▶ **WHAT IS REQUIRED**
Look through the entries below, please, and copy every line with the word "Cedar".

▶ **SUPPLIED DATA**
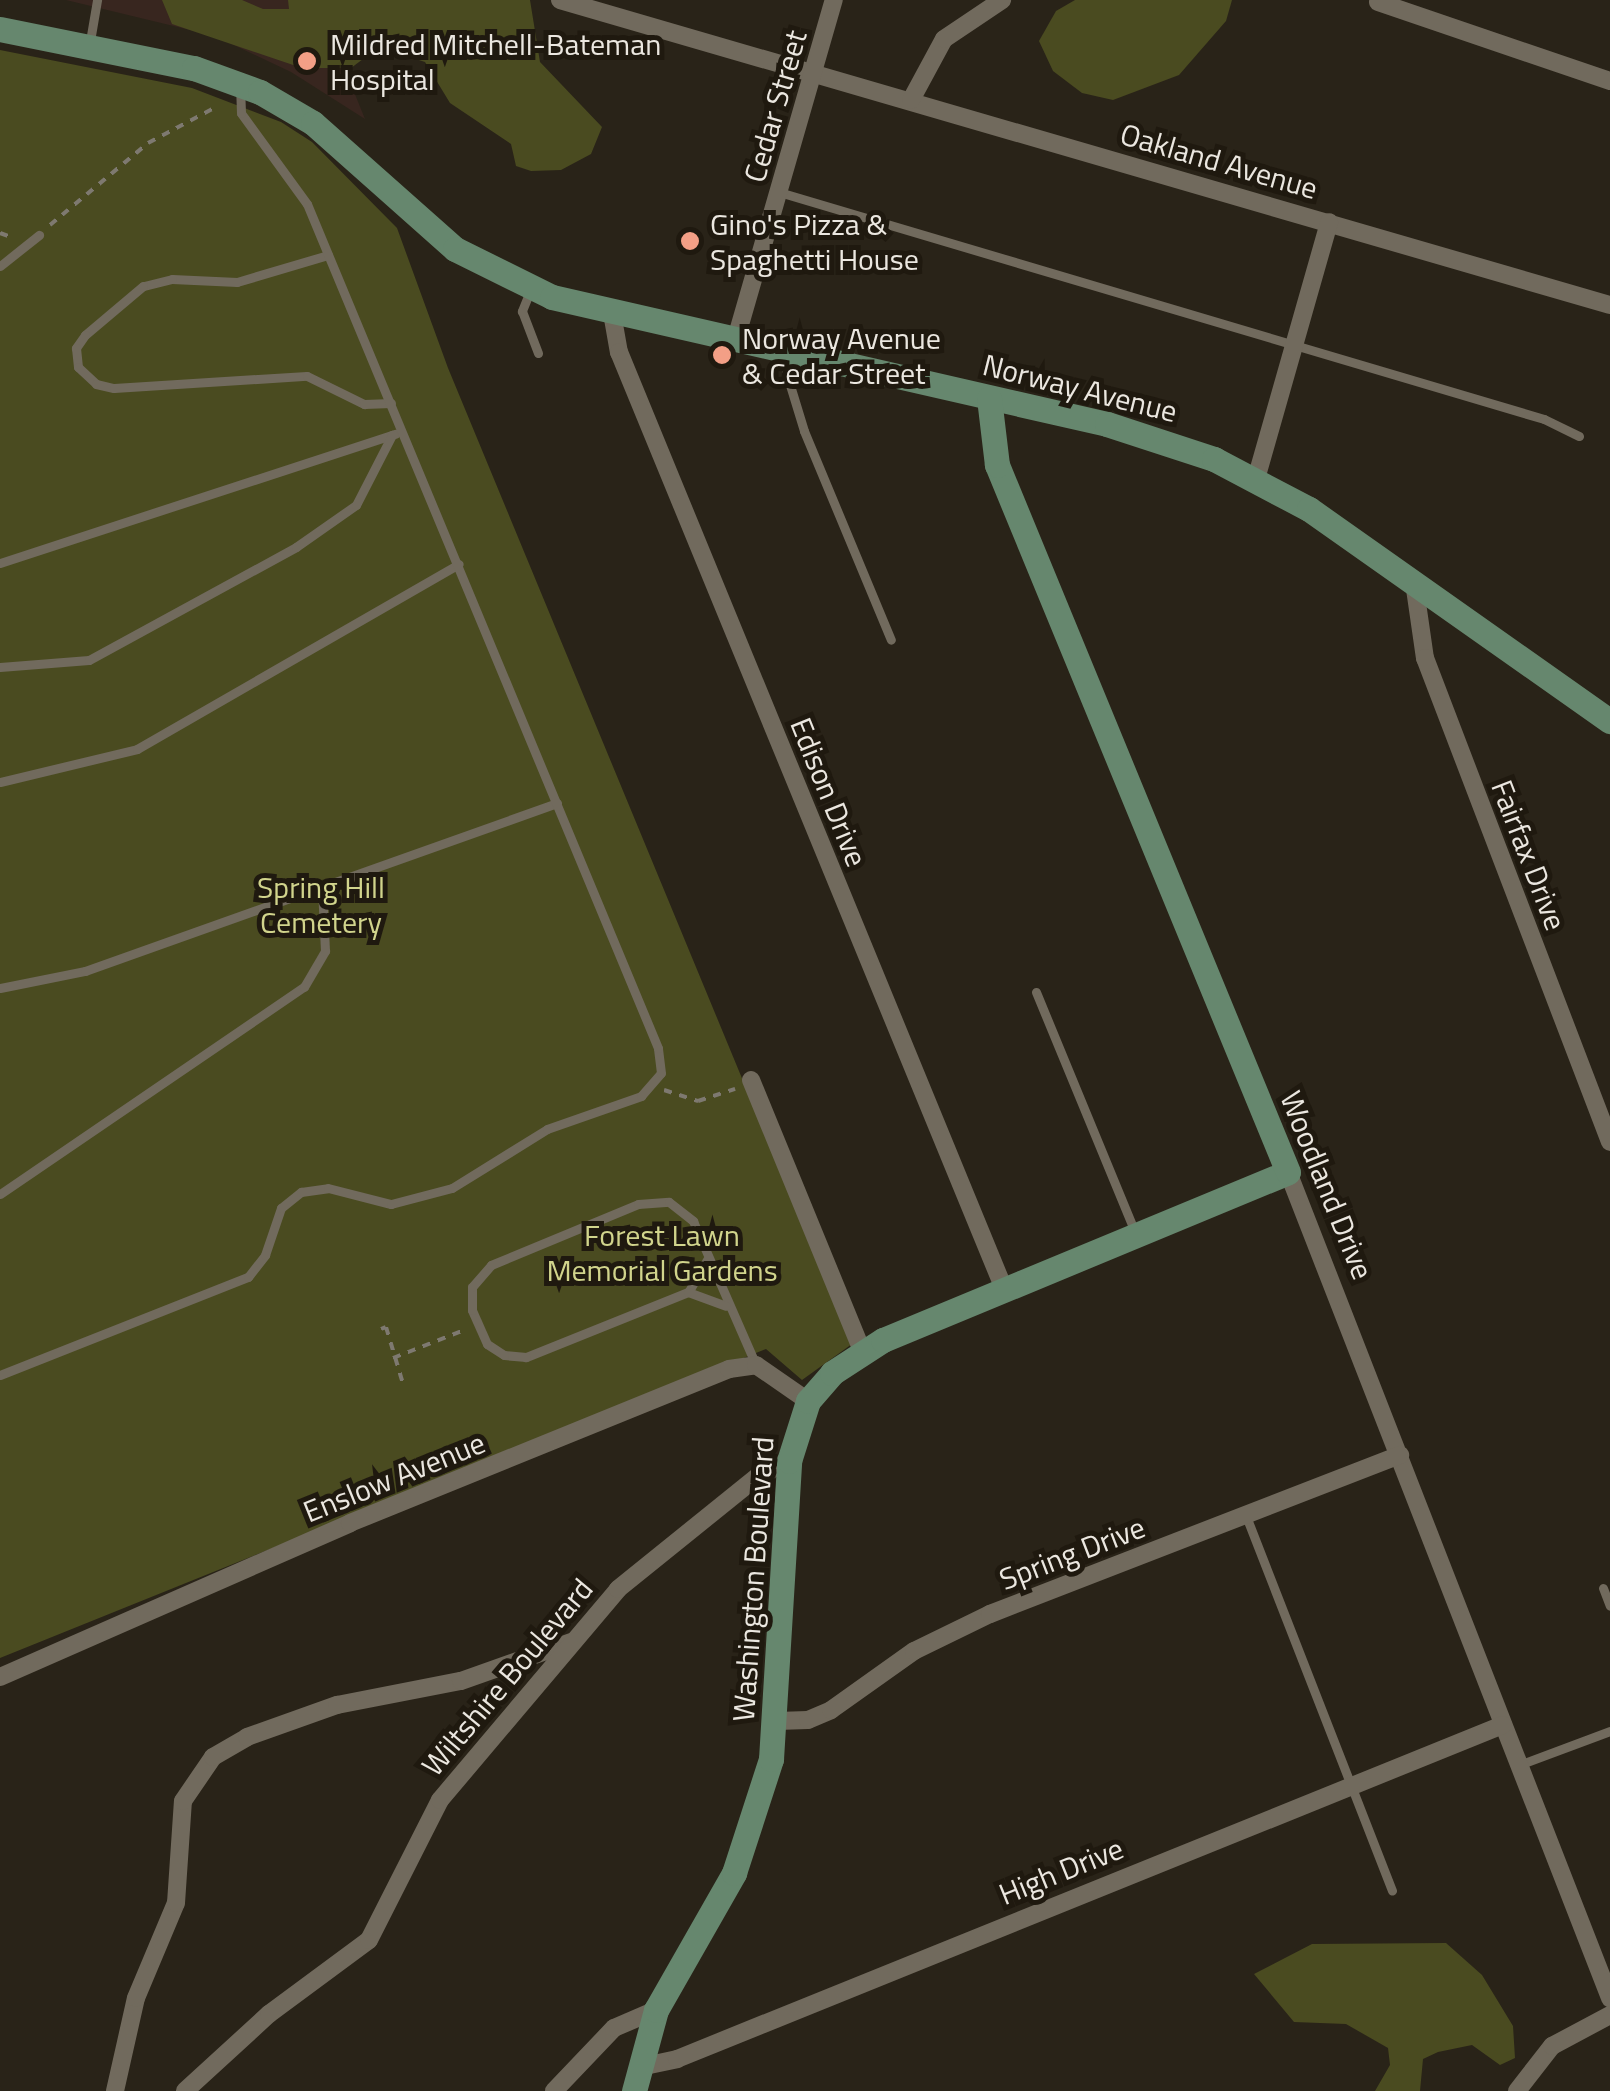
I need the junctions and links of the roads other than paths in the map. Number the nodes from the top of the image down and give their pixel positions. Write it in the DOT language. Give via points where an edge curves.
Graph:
graph roads {
  1 [pos="98,0"];
  2 [pos="560,0"];
  3 [pos="834,0"];
  4 [pos="1002,0"];
  5 [pos="1378,2"];
  6 [pos="0,29"];
  7 [pos="89,47"];
  8 [pos="812,74"];
  9 [pos="1610,81"];
  10 [pos="241,84"];
  11 [pos="911,100"];
  12 [pos="779,192"];
  13 [pos="1330,222"];
  14 [pos="39,235"];
  15 [pos="328,255"];
  16 [pos="0,266"];
  17 [pos="532,289"];
  18 [pos="1610,305"];
  19 [pos="612,313"];
  20 [pos="735,342"];
  21 [pos="1297,345"];
  22 [pos="538,352"];
  23 [pos="789,354"];
  24 [pos="989,398"];
  25 [pos="391,403"];
  26 [pos="397,432"];
  27 [pos="1578,436"];
  28 [pos="1256,479"];
  29 [pos="0,563"];
  30 [pos="459,564"];
  31 [pos="1414,582"];
  32 [pos="892,640"];
  33 [pos="0,666"];
  34 [pos="1610,720"];
  35 [pos="0,782"];
  36 [pos="557,803"];
  37 [pos="322,888"];
  38 [pos="0,988"];
  39 [pos="1036,992"];
  40 [pos="753,1085"];
  41 [pos="1610,1142"];
  42 [pos="1288,1172"];
  43 [pos="0,1194"];
  44 [pos="1136,1235"];
  45 [pos="708,1258"];
  46 [pos="1004,1288"];
  47 [pos="688,1292"];
  48 [pos="727,1306"];
  49 [pos="862,1351"];
  50 [pos="756,1365"];
  51 [pos="0,1374"];
  52 [pos="808,1401"];
  53 [pos="1400,1455"];
  54 [pos="789,1460"];
  55 [pos="1245,1515"];
  56 [pos="1603,1588"];
  57 [pos="1610,1606"];
  58 [pos="571,1642"];
  59 [pos="0,1677"];
  60 [pos="777,1721"];
  61 [pos="1504,1726"];
  62 [pos="1610,1731"];
  63 [pos="1519,1765"];
  64 [pos="1351,1785"];
  65 [pos="1392,1891"];
  66 [pos="1610,1998"];
  67 [pos="656,2010"];
  68 [pos="1610,2016"];
  69 [pos="637,2079"];
  70 [pos="118,2089"];
  71 [pos="185,2091"];
  72 [pos="554,2091"];
  73 [pos="1517,2091"];
  1 -- 7 [label="lane"];
  2 -- 8 [label="street, Oakland Avenue"];
  3 -- 8 [label="street, Cedar Street"];
  4 -- 11 [label="street" via="944,39"];
  5 -- 9 [label="street"];
  6 -- 7 [label="street, Norway Avenue"];
  7 -- 10 [label="street, Norway Avenue"];
  8 -- 11 [label="street, Oakland Avenue"];
  8 -- 12 [label="street, Cedar Street"];
  10 -- 15 [label="lane" via="241,113 296,183"];
  10 -- 17 [label="street, Norway Avenue" via="313,123 455,249"];
  11 -- 13 [label="street, Oakland Avenue"];
  12 -- 20 [label="street, Cedar Street"];
  12 -- 21 [label="lane"];
  13 -- 18 [label="street, Oakland Avenue"];
  13 -- 21 [label="street"];
  14 -- 16 [label="lane"];
  15 -- 25 [label="lane"];
  15 -- 25 [label="lane" via="237,282 144,286 84,335 76,348 78,367 96,384 114,388 307,376 364,404"];
  17 -- 19 [label="street, Norway Avenue"];
  17 -- 22 [label="lane" via="522,312"];
  19 -- 20 [label="street, Norway Avenue"];
  19 -- 46 [label="street, Edison Drive" via="618,352"];
  20 -- 23 [label="street, Norway Avenue"];
  21 -- 27 [label="lane" via="1544,419"];
  21 -- 28 [label="street"];
  23 -- 24 [label="street, Norway Avenue"];
  23 -- 32 [label="lane" via="786,372 804,431"];
  24 -- 28 [label="street, Norway Avenue" via="1152,436"];
  24 -- 42 [label="street, Woodland Drive" via="997,465"];
  25 -- 26 [label="lane"];
  26 -- 29 [label="lane"];
  26 -- 30 [label="lane"];
  26 -- 33 [label="lane" via="356,505 296,547 89,660"];
  28 -- 31 [label="street, Norway Avenue"];
  30 -- 35 [label="lane" via="138,749"];
  30 -- 36 [label="lane"];
  31 -- 34 [label="street, Norway Avenue"];
  31 -- 41 [label="street, Fairfax Drive" via="1425,658"];
  36 -- 37 [label="lane"];
  36 -- 51 [label="lane" via="658,1048 655,1086 547,1128 481,1174 410,1201 377,1203 328,1188 302,1192 282,1208 265,1255 248,1277"];
  37 -- 38 [label="lane" via="59,979"];
  37 -- 43 [label="lane" via="325,951 304,987"];
  39 -- 44 [label="lane"];
  40 -- 49 [label="street"];
  42 -- 44 [label="street, Washington Boulevard"];
  42 -- 53 [label="street, Woodland Drive"];
  44 -- 46 [label="street, Washington Boulevard"];
  45 -- 47 [label="lane"];
  45 -- 47 [label="lane" via="687,1213 649,1201 491,1265 476,1280 470,1302 487,1344 504,1356 526,1357"];
  45 -- 48 [label="lane"];
  46 -- 49 [label="street, Washington Boulevard"];
  47 -- 48 [label="lane"];
  48 -- 50 [label="lane"];
  49 -- 52 [label="street, Washington Boulevard"];
  50 -- 52 [label="street"];
  50 -- 59 [label="street, Enslow Avenue" via="729,1369 350,1523"];
  52 -- 54 [label="street, Washington Boulevard"];
  53 -- 55 [label="street, Spring Drive"];
  53 -- 61 [label="street, Woodland Drive"];
  54 -- 58 [label="street, Wiltshire Boulevard" via="758,1476 635,1574"];
  54 -- 60 [label="street, Washington Boulevard"];
  55 -- 60 [label="street, Spring Drive" via="945,1634 831,1710 808,1720"];
  55 -- 64 [label="lane"];
  56 -- 57 [label="lane"];
  58 -- 70 [label="street" via="461,1680 324,1709 213,1757 183,1801 176,1903 136,1998"];
  58 -- 71 [label="street, Wiltshire Boulevard" via="440,1800 368,1940 268,2014"];
  60 -- 67 [label="street, Washington Boulevard" via="740,1858"];
  61 -- 63 [label="street, Woodland Drive"];
  61 -- 64 [label="street, High Drive"];
  62 -- 63 [label="lane"];
  63 -- 66 [label="street, Woodland Drive"];
  64 -- 65 [label="lane"];
  64 -- 69 [label="street, High Drive"];
  67 -- 69 [label="street, Washington Boulevard"];
  67 -- 72 [label="street" via="614,2028"];
  68 -- 73 [label="street" via="1552,2046"];
}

▶ **RESPONSE TO THIS EXERCISE**
  3 -- 8 [label="street, Cedar Street"];
  8 -- 12 [label="street, Cedar Street"];
  12 -- 20 [label="street, Cedar Street"];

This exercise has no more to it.